Indeed, Eileen was a terrier,
and with terrier determination, she resolved that Mr. Maybrick would ultimately
throw the pinecone. She continued dancing, every few seconds picking up
the pinecone and dropping it again. She was getting cuter and cuter. That
was her weapon. Mr. Maybrick considered her a very manipulative animal.
He looked away from her and took another sip of his (third) cup of coffee.

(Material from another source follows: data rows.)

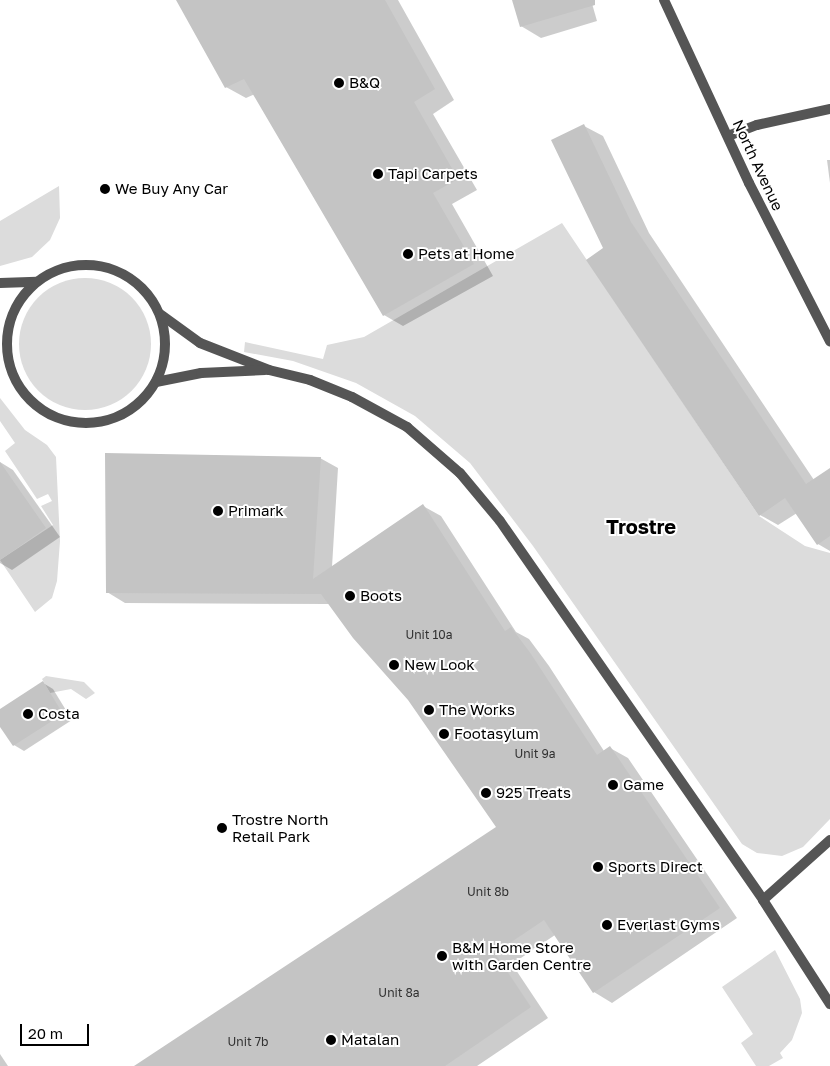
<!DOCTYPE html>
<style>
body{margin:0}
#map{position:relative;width:830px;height:1066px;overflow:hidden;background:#fff;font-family:"Golos Text",sans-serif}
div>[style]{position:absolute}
.green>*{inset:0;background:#dcdcdc}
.round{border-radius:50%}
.shadow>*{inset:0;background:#0003}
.building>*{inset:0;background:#c4c4c4}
.minor>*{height:10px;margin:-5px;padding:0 5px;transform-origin:5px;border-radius:5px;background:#555}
.minor>.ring{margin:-5px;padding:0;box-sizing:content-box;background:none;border:10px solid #555;border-radius:50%}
.dots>*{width:14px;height:14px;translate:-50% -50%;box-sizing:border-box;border:2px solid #fff;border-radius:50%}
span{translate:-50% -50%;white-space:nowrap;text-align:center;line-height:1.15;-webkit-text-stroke:4px #fff;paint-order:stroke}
.number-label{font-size:12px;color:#313131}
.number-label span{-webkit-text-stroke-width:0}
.poi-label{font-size:15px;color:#000}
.left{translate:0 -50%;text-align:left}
.street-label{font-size:15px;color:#000}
.district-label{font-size:20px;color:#000;font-weight:700}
.scale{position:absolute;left:20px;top:1024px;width:69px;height:22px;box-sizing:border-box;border:2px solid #000;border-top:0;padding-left:6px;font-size:15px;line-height:18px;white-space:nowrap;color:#000;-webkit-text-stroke:4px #fff;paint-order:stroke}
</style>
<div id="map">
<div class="green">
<div style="clip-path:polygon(59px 186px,60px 218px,50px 240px,32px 257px,0 266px,0 221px)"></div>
<div style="clip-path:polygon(562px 223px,759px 516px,805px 546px,830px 553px,830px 819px,803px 847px,782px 856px,757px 853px,742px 844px,533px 546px,470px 463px,415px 416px,356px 383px,293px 361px,244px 352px,245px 342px,323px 359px,327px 345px,364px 337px)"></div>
<div class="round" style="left:19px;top:278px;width:132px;height:132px"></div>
<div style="clip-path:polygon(0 398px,25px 430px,47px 445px,56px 457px,60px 541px,57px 581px,52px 598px,35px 612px,0 560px,53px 525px,41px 506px,52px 501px,48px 494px,37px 499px,5px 451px,15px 443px,0 421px)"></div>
<div style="clip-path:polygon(46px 676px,84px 682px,95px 693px,86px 699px,71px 689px,50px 693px,42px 679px)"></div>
<div style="clip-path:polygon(775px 950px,800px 999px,802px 1013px,792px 1040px,780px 1053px,783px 1058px,769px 1066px,756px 1066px,741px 1043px,753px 1034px,722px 987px)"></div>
</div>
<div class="shadow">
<div style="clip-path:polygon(177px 0,398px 0,454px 100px,433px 114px,477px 190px,452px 204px,493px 276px,403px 326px,384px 315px,255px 94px,246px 98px,226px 87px)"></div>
<div style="clip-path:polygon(513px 0,591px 0,597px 21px,541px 38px,521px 26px)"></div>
<div style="clip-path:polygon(584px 126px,603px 136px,649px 233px,814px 480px,830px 470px,830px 551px,818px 544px,797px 513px,778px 525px,760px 515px,604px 249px)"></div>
<div style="clip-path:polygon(827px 160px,830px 160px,830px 183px)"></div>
<div style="clip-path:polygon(320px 458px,338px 468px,332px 567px,423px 506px,441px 516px,516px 632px,529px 639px,549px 666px,604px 751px,610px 748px,628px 758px,737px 918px,612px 1003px,594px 992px,555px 935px,512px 964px,548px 1018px,477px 1066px,138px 1066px,498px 827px,409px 699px,329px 604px,125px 603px,107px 592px)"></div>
<div style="clip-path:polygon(0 462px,13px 470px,60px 537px,12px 570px,0 563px)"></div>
<div style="clip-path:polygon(43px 683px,53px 689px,72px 720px,24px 751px,14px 745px,0 725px,0 711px)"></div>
<div style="clip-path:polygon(0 1054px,8px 1066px,0 1066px)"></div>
</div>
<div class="building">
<div style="clip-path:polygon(176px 0,385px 0,435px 89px,414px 102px,458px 179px,433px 193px,474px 264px,383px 316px,244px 79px,225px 88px)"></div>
<div style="clip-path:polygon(512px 0,595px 0,595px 5px,520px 27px)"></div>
<div style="clip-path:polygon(584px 124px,631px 222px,806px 484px,830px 468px,830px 536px,817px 545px,785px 498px,759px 516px,586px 260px,603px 248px,551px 140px)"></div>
<div style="clip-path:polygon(105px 453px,321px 457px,313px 579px,423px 504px,505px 631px,511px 627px,531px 654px,597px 755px,610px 746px,720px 908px,593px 993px,544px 920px,495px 953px,531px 1007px,445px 1066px,134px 1066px,496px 827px,408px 700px,353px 638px,321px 594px,106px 593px)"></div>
<div style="clip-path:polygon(0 462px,46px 528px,0 560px)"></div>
<div style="clip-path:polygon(43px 681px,63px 714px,13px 746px,0 727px,0 709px)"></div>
</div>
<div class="minor">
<div style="left:664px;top:0;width:202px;rotate:65.1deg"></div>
<div style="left:749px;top:183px;width:178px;rotate:62.9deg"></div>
<div style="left:728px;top:136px;width:31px;rotate:-21deg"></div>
<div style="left:757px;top:125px;width:75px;rotate:-12.4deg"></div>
<div class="ring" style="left:7px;top:265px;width:148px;height:148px"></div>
<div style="left:0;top:283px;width:37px;rotate:-2deg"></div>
<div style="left:160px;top:314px;width:49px;rotate:35.9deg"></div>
<div style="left:200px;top:343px;width:74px;rotate:21.4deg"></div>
<div style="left:269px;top:370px;width:42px;rotate:13.7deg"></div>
<div style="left:310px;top:380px;width:45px;rotate:22deg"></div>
<div style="left:352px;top:397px;width:63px;rotate:28.6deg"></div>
<div style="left:407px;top:427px;width:70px;rotate:41deg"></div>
<div style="left:460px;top:473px;width:62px;rotate:50.2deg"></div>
<div style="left:500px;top:521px;width:461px;rotate:55.2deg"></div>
<div style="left:763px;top:900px;width:124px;rotate:57.2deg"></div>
<div style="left:156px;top:382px;width:46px;rotate:-11.3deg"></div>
<div style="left:201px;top:373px;width:64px;rotate:-2.7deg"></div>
<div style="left:763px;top:900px;width:90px;rotate:-41.8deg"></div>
</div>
<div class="dots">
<div style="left:339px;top:83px;background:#000"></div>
<div style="left:378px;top:174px;background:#000"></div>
<div style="left:105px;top:189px;background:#000"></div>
<div style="left:408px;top:254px;background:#000"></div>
<div style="left:218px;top:511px;background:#000"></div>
<div style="left:350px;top:596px;background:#000"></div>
<div style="left:394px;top:665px;background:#000"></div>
<div style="left:429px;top:710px;background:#000"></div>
<div style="left:28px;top:714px;background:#000"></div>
<div style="left:444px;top:734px;background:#000"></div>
<div style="left:613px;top:785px;background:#000"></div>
<div style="left:486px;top:793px;background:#000"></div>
<div style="left:222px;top:828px;background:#000"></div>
<div style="left:598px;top:867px;background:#000"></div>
<div style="left:607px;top:925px;background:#000"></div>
<div style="left:442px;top:956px;background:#000"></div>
<div style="left:331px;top:1040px;background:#000"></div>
</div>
<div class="number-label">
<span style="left:429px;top:635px">Unit 10a</span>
<span style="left:535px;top:754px">Unit 9a</span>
<span style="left:488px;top:892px">Unit 8b</span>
<span style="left:399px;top:993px">Unit 8a</span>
<span style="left:248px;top:1042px">Unit 7b</span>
</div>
<div class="poi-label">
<span class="left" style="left:349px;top:83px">B&amp;Q</span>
<span class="left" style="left:388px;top:174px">Tapi Carpets</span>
<span class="left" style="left:115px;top:189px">We Buy Any Car</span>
<span class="left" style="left:418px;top:254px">Pets at Home</span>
<span class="left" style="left:228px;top:511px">Primark</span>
<span class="left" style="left:360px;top:596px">Boots</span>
<span class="left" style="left:404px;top:665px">New Look</span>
<span class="left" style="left:439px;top:710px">The Works</span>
<span class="left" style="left:38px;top:714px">Costa</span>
<span class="left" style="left:454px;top:734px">Footasylum</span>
<span class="left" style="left:623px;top:785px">Game</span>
<span class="left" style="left:496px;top:793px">925 Treats</span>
<span class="left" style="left:232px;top:828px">Trostre North<br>Retail Park</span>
<span class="left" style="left:608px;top:867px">Sports Direct</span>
<span class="left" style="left:617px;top:925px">Everlast Gyms</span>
<span class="left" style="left:452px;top:956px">B&amp;M Home Store<br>with Garden Centre</span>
<span class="left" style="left:341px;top:1040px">Matalan</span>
</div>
<div class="street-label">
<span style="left:758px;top:165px;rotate:65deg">North Avenue</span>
</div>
<div class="district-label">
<span style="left:641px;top:526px">Trostre</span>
</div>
<div class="scale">20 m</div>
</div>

Now she barked once, and when he looked at her, she went up on her hind
legs. She had thighs like a wrestler--she seemed to float. Mr. Maybrick
had often thought that a horse as athletic as this worthless dog would
get into the Kentucky Derby, then the Breeders' Cup, win him ten million
dollars on the track, and earn him five million a year in the breeding
shed for, say, twenty years. That was $110 million; it had happened to
others. He had been racing and breeding horses for eleven years, and it
had never happened to him. This was just the sort of thing that made you
a little resentful, and rightfully so, whatever Harold W. had to say about
gratitude. He closed his eyes when he felt himself sliding that way, beginning
to count up the millions he had spent running horses and thinking about
deserving. With his eyes closed, Al could hear her drop the pinecone rhythmically
on the tile, chock chock chock chock, the bass, her little toenails clicking
a tune around it. Didn't he deserve a really big horse? Didn't he? And
then, while his eyes were still closed, dog and pinecone arrived suddenly
in his lap, a hard, dense little weight but live, electric. With the shock,
he nearly dropped his coffee cup, and as it was, spilled on the counter.
"God damn it!" he shouted. Eileen jumped down and trotted away. "Hey!
Come here, Eileen," he said. "Eileen!" Eileen sheared off into the living
room, and he realized that he had forgotten to let her out. Mr. Maybrick
put his arms up on the counter and laid his head upon them.